在国家自然科学基金项目（项目编号：31471254）等资助下，清华大学戴俊彪研究团队与法国巴斯德研究所RomainKoszul教授合作开展的染色体设计与合成研究取得重要进展，相关研究成果分别以“Engineering the ribosomal DNA in amegabase synthetic chromosome”（在百万级碱基量级合成染色体上编辑核糖体DNA）和“3D organization of synthetic andscrambled chromosomes”（合成与重排后染色体的3D结构）为题于2017年3月10日以封面Research Article的形式发表在Science上。该成果成功实现了酿酒酵母（Saccharomyces cerevisiae）十二号染色体的人工设计与合成，揭示了染色体序列改变及rDNA区域在其他染色体上的重建对染色体高级结构及核仁位置等的影响。论文链接：http://science.sciencemag.org/content/355/6329/eaaf3981，http://science.sciencemag.org/content/355/6329/eaaf4597。

     真核生物核糖体RNA编码基因（rDNA）以串联重复方式存在于染色体一个或者多个位点，构成rDNA基因簇（亦称rDNA区）。如酿酒酵母和人的rDNA区分别由约为150和350个拷贝的rDNA构成，形成了细胞核内一个特殊的结构——核仁。
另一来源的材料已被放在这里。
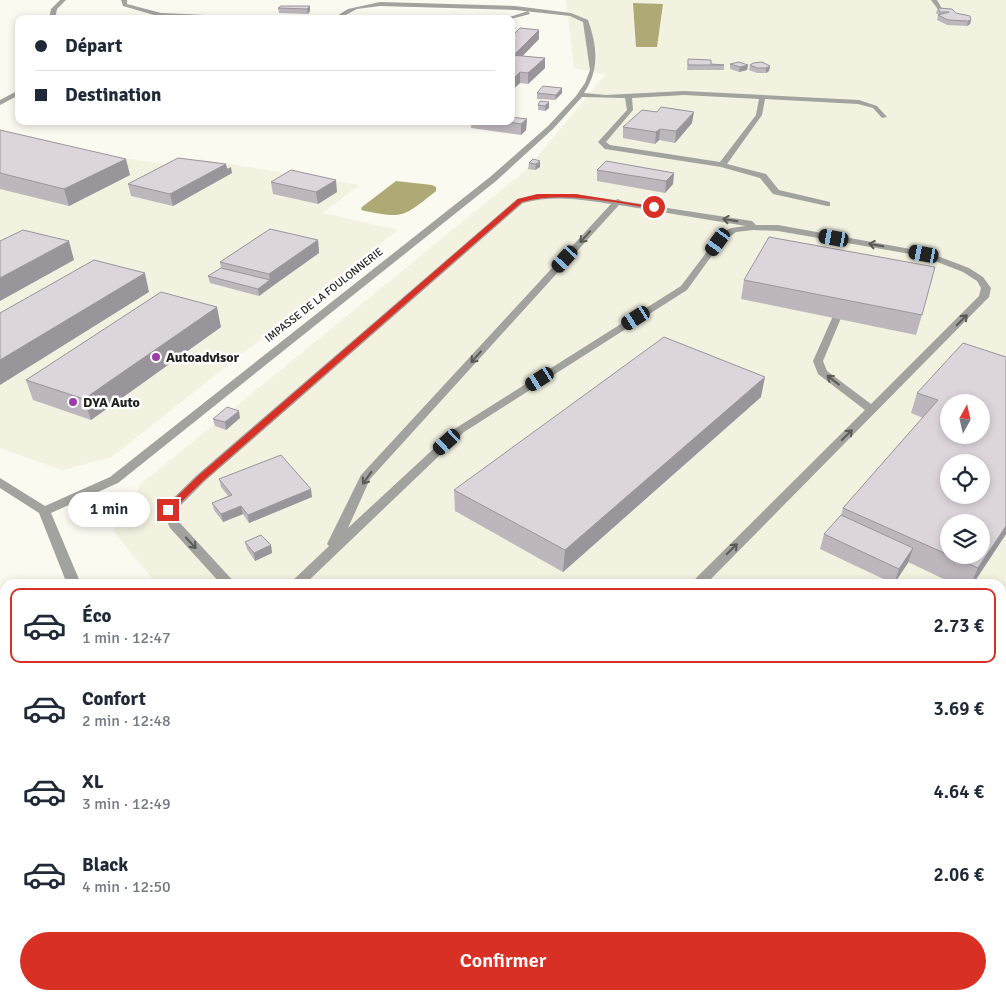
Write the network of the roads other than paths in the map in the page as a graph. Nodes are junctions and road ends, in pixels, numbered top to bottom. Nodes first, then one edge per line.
1 (62, 0) edge
2 (124, 0) edge
3 (934, 0) edge
4 (942, 10) edge
5 (553, 12) junction
6 (53, 15) edge
7 (161, 15) edge
8 (340, 15) edge
9 (515, 15) edge
10 (15, 94) edge
11 (579, 95) junction
12 (628, 96) junction
13 (762, 98) junction
14 (0, 103) edge
15 (884, 118) dead end
16 (722, 165) junction
17 (618, 201) junction
18 (827, 204) dead end
19 (778, 228) junction
20 (834, 238) junction
21 (860, 250) dead end
22 (836, 318) edge
23 (872, 410) junction
24 (0, 482) edge
25 (44, 511) junction
26 (330, 552) junction
27 (72, 579) edge
28 (224, 579) edge
29 (301, 579) edge
30 (702, 579) edge

1 - 6 street
2 - 7 street
3 - 4 street
5 - 8 street
5 - 9 street
5 - 11 street, IMPASSE DE LA FOULONNERIE
10 - 14 street
11 - 12 street
11 - 25 street, IMPASSE DE LA FOULONNERIE
12 - 13 street
12 - 16 street
13 - 15 street
13 - 16 street
16 - 18 street
19 -> 17 street
17 -> 26 street
17 -> 28 street
19 - 20 street
19 - 26 street
20 - 21 street
23 -> 20 street
23 -> 22 street
30 -> 23 street
24 - 25 street
25 - 27 street
26 - 29 street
除了编码核糖体RNA外，rDNA内部的转录间隔区（ITS）在植物和真菌中一直被作为DNA分子标签，用于种属的鉴定。

     研究人员利用人工合成的DNA完成了整个十二号染色体的组装。在该合成染色体基础上，将其所包含的、长度约为150万个碱基对的rDNA区完全敲除，利用高拷贝质粒上表达的rDNA支持细胞的存活。随后对rDNA进行修改，在基因组多个不同位置上利用修改后的rDNA实现了整个rDNA区的再生。在rDNA区的再生过程中，研究人员利用贝酵母（Saccharomyces bayanus）的序列替换酿酒酵母的ITS，重建并获得了另一个带有合成染色体的酵母。该酵母被鉴定为贝酵母，但其他基因组序列都是酿酒酵母（Zhang et al., Science, 2017）。

     随后，研究人员利用Hi-C技术分析了合成染色体rDNA区域被移除前后，以及在其他染色体上重建后的染色体3D结构，发现合成染色体序列的改变对整个基因组的高级结构不产生显著影响。然而，rDNA区域在其他染色体上的重建可以导致十二号染色体以及核仁在细胞核内位置的变化，同时造成染色体高级结构的调整（Mercy et al.,Science 2017）。

     这两项研究成果表明，我国科研人员不仅能够设计、构建获得含有百万级碱基的合成染色体，并且实现了对高度重复的rDNA区进行编辑与操控，奠定了未来对其他超大、结构超复杂的基因组进行设计与编写的基础。与此同时，也证明了酵母基因组中rDNA区域及其他序列均具有惊人的灵活度与可塑性。通过改变rDNA内ITS而实现“物种置换”，在一定程度上反映了进化的灵活性。

图十二号染色体的设计、重构以及3D结构示意图。左侧为Science杂志封面，展示了酵母染色体的3D结构图；右侧为十二号染色体上rDNA区被去除后细胞核中核仁位置的变化。